- **EXERCISE**
From the line containing "Extract the road graph of the" down to the line containing "I need the junctions and links of all roads and" in the records below, reproduce every line exactly, ends included, and omit all others.

- **DATA SUPPLIED**
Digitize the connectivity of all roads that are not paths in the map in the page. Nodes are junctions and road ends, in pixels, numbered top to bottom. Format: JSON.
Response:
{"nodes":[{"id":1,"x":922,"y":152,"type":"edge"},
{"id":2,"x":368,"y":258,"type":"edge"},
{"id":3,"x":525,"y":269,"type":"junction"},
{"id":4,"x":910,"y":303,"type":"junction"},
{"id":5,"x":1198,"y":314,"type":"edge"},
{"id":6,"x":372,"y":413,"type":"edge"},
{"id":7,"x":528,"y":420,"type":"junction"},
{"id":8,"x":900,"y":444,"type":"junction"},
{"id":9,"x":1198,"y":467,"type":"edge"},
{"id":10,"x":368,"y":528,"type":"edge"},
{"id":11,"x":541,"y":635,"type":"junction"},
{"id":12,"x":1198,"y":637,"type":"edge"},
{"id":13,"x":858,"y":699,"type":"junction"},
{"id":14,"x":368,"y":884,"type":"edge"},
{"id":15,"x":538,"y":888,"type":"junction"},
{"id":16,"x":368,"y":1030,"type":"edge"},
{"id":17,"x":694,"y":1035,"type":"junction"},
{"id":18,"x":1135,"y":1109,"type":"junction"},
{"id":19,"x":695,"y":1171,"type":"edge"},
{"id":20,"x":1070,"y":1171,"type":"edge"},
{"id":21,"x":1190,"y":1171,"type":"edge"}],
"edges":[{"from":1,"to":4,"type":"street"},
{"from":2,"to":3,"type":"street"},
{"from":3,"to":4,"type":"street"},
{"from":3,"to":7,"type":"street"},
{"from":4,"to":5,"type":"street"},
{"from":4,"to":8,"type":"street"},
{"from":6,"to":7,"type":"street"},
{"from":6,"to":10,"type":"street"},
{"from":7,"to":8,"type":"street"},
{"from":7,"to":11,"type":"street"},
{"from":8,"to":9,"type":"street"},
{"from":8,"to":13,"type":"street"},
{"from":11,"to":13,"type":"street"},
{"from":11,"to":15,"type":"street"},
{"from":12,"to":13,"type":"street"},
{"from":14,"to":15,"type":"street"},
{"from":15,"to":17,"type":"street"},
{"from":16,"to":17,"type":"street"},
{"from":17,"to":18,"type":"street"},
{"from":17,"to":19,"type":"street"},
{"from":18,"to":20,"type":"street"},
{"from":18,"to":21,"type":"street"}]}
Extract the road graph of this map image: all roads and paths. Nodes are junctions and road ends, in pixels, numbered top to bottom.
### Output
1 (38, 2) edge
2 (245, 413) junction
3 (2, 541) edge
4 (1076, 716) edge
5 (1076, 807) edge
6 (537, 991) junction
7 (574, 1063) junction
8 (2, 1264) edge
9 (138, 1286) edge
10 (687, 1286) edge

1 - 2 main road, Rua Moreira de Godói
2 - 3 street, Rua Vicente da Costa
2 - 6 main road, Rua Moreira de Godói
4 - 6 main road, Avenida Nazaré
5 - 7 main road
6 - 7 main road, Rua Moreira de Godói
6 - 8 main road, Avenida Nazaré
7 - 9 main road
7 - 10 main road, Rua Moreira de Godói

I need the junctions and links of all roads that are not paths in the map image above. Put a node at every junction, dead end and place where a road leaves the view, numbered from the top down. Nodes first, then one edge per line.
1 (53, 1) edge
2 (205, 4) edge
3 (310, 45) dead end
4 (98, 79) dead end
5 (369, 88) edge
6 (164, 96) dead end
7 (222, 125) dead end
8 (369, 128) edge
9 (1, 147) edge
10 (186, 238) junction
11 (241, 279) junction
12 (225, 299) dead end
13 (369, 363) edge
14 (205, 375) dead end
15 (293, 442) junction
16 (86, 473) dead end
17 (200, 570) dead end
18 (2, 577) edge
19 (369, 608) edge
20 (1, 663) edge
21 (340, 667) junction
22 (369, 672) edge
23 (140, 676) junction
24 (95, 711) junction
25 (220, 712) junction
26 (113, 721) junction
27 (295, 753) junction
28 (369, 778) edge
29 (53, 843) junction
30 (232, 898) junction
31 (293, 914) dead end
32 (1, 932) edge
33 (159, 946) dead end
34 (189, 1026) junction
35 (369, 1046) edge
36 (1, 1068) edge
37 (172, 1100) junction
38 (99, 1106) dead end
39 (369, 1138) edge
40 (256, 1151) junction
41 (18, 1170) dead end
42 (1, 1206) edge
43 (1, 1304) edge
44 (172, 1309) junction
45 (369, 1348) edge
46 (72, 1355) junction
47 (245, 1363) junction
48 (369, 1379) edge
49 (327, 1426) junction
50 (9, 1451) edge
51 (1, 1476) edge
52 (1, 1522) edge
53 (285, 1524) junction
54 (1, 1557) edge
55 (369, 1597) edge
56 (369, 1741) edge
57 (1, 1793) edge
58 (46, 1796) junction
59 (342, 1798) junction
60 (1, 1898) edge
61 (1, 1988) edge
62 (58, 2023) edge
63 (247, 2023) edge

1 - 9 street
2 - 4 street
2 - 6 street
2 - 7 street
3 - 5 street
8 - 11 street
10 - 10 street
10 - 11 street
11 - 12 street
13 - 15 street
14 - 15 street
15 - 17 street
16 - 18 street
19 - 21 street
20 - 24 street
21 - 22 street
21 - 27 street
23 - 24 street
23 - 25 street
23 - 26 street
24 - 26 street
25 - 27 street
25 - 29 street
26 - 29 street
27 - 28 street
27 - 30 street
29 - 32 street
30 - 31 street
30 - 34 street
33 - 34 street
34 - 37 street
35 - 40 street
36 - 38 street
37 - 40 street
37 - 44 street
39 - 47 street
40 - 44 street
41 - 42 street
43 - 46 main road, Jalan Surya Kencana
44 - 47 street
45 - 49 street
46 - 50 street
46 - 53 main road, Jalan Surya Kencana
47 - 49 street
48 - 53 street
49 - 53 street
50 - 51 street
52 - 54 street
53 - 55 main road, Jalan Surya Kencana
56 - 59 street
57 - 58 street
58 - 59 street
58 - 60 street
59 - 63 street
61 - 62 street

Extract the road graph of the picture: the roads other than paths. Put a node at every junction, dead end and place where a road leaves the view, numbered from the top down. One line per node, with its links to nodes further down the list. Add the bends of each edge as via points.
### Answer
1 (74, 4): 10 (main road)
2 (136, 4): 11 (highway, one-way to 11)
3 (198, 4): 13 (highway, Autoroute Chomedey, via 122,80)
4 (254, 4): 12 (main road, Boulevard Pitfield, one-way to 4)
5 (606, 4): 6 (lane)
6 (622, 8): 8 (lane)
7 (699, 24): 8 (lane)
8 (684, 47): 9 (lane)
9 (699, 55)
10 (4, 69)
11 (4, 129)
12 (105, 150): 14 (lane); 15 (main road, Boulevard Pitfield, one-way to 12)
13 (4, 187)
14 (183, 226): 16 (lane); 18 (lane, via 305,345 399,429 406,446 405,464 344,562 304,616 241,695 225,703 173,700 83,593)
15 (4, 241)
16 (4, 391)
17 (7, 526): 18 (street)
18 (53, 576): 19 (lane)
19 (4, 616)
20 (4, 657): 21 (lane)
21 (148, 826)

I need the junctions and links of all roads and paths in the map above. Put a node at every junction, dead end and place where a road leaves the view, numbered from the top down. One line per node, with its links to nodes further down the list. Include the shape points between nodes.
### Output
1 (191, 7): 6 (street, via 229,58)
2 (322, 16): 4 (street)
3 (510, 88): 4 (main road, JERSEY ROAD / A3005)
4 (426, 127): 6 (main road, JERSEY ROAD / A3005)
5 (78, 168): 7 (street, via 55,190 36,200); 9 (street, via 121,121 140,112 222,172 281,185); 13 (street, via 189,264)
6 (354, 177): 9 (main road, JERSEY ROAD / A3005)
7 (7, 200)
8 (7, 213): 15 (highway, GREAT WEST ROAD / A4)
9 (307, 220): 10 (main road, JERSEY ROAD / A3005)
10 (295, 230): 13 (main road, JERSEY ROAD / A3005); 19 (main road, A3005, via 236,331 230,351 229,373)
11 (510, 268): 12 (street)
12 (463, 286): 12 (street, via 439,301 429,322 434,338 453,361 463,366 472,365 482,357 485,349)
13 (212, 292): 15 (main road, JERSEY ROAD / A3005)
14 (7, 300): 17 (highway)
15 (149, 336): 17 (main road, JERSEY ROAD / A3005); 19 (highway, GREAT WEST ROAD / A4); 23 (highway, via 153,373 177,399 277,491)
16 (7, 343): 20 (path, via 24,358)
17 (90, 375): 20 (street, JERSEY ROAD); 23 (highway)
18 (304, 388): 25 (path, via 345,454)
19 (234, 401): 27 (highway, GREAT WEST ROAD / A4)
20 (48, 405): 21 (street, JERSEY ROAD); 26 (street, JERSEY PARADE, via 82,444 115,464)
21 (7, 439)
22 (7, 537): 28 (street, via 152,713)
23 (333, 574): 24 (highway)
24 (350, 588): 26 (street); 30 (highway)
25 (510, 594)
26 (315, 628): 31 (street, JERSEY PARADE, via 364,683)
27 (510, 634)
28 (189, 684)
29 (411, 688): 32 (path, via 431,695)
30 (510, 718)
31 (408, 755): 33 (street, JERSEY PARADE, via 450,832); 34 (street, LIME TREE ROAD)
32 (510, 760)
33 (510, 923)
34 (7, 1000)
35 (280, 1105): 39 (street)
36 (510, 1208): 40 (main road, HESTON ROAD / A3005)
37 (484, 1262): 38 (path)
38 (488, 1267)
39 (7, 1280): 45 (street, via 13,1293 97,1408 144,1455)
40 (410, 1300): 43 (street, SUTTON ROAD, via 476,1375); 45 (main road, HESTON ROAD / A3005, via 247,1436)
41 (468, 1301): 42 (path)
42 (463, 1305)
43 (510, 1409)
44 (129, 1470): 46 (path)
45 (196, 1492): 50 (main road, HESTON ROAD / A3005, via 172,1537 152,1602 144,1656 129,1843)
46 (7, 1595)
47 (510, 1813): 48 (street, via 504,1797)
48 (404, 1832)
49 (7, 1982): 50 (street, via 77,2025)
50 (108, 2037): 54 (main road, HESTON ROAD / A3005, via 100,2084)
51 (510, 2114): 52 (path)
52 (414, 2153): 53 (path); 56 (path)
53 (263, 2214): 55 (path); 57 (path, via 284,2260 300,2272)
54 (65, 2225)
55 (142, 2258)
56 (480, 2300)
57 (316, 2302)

- **ANSWER TO THE PROBLEM**
Extract the road graph of the picture: the roads other than paths. Put a node at every junction, dead end and place where a road leaves the view, numbered from the top down. One line per node, with its links to nodes further down the list. Add the bends of each edge as via points.
### Answer
1 (74, 4): 10 (main road)
2 (136, 4): 11 (highway, one-way to 11)
3 (198, 4): 13 (highway, Autoroute Chomedey, via 122,80)
4 (254, 4): 12 (main road, Boulevard Pitfield, one-way to 4)
5 (606, 4): 6 (lane)
6 (622, 8): 8 (lane)
7 (699, 24): 8 (lane)
8 (684, 47): 9 (lane)
9 (699, 55)
10 (4, 69)
11 (4, 129)
12 (105, 150): 14 (lane); 15 (main road, Boulevard Pitfield, one-way to 12)
13 (4, 187)
14 (183, 226): 16 (lane); 18 (lane, via 305,345 399,429 406,446 405,464 344,562 304,616 241,695 225,703 173,700 83,593)
15 (4, 241)
16 (4, 391)
17 (7, 526): 18 (street)
18 (53, 576): 19 (lane)
19 (4, 616)
20 (4, 657): 21 (lane)
21 (148, 826)

I need the junctions and links of all roads and paths in the map above. Put a node at every junction, dead end and place where a road leaves the view, numbered from the top down. One line per node, with its links to nodes further down the list. Include the shape points between nodes.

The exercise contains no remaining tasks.